Smile and Say Cheese
You can really learn a lot about a place by its cheese. Seriously, think about it! Almost everywhere you go in the world, they’ll have some kind of cheese that’s unique to that particular place and the cuisine that goes with it. Greece is no different. We have our specialties—for example, the town of Arachova is known for its hard formaela cheese—but if Greek cheese brings any one thing to mind, it’s definitely feta. So I thought I’d throw together a few fun facts and uses for feta before I go and throw some on top of tomorrow’s salad:
- Some of the same cheesemaking processes practiced by the ancients thousands of years ago are still used today. How do we know? Because Homer describes it in the Odyssey!
- The word feta, according to that great source of wisdom Wikipedia, is derived from “fetta,” an Italian word for ‘slice’
- What does feta have in common with a cucumber? They’re both pickled! Soaking the curds in salt water for months at a time is part of what gives Feta its slightly salty bite.

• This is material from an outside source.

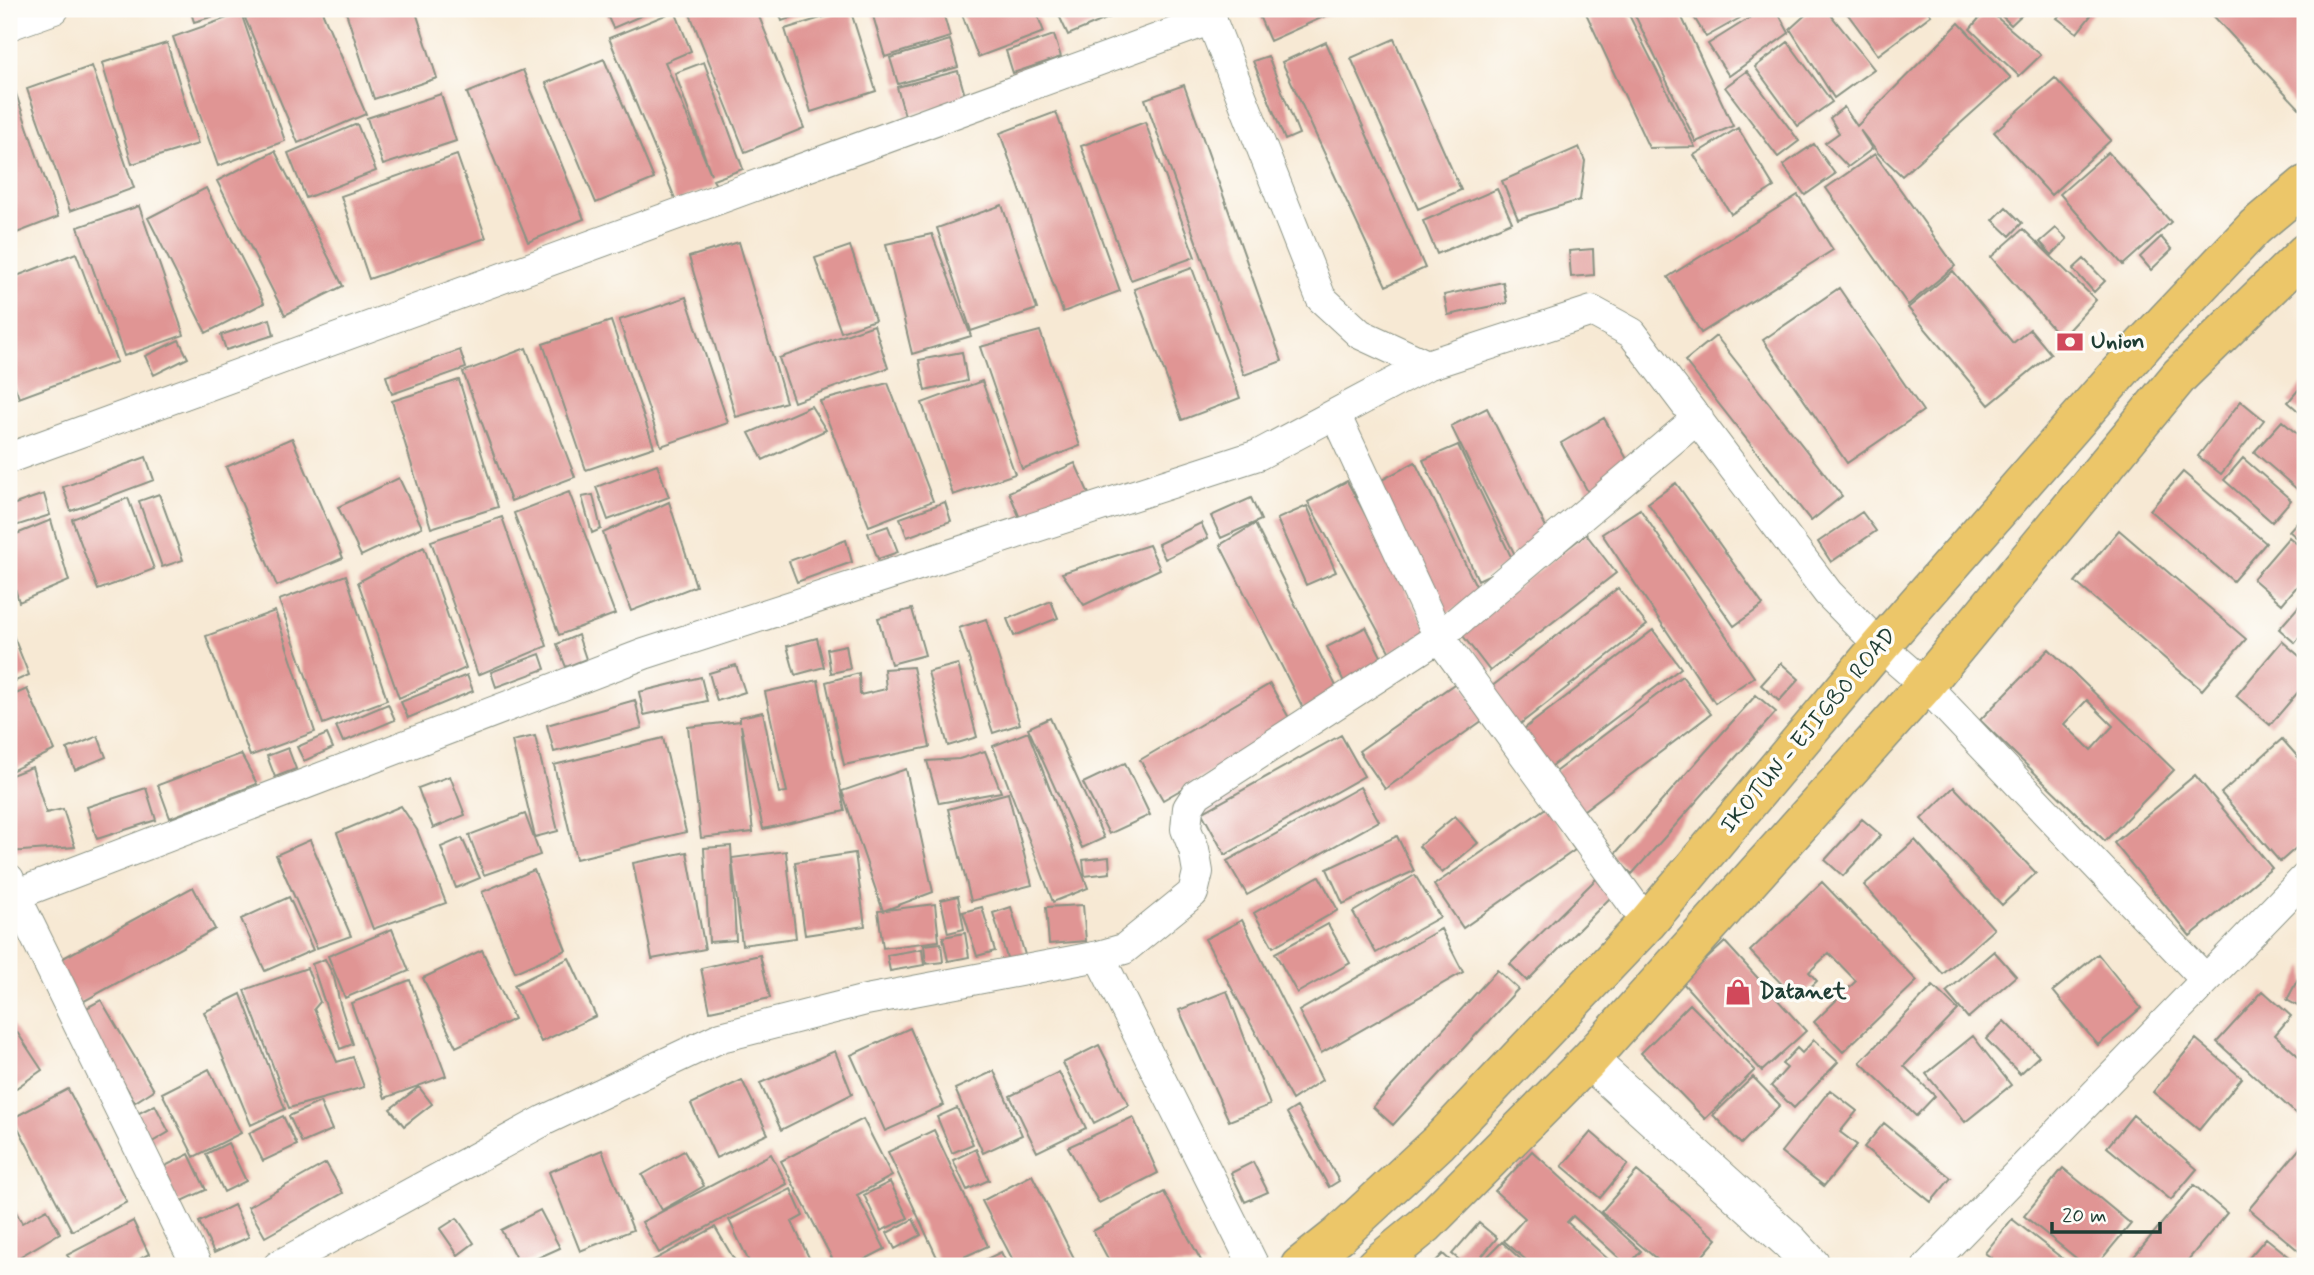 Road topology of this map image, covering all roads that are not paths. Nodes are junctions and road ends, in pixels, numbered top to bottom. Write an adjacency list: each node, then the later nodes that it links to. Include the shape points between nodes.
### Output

- But just because it went from being simply “cheese” to the Italian “fetta” doesn’t mean that you can throw some cheddar in brine and call it feta—today, after a long battle & much scientific debate, it’s a PDO (Protected Designation of Origin), which means feta can only be called feta if it is made in Greece.
- Because it isn’t aged as long as most cheeses, its fat content is actually pretty low, despite its creamy, rich texture.
- According to legend, in ancient times Greek cheesemaking was such a big deal and such a high honor that when the town cheesemaker died, a highly structured competition would be held to determine his successor.
Let’s chow down!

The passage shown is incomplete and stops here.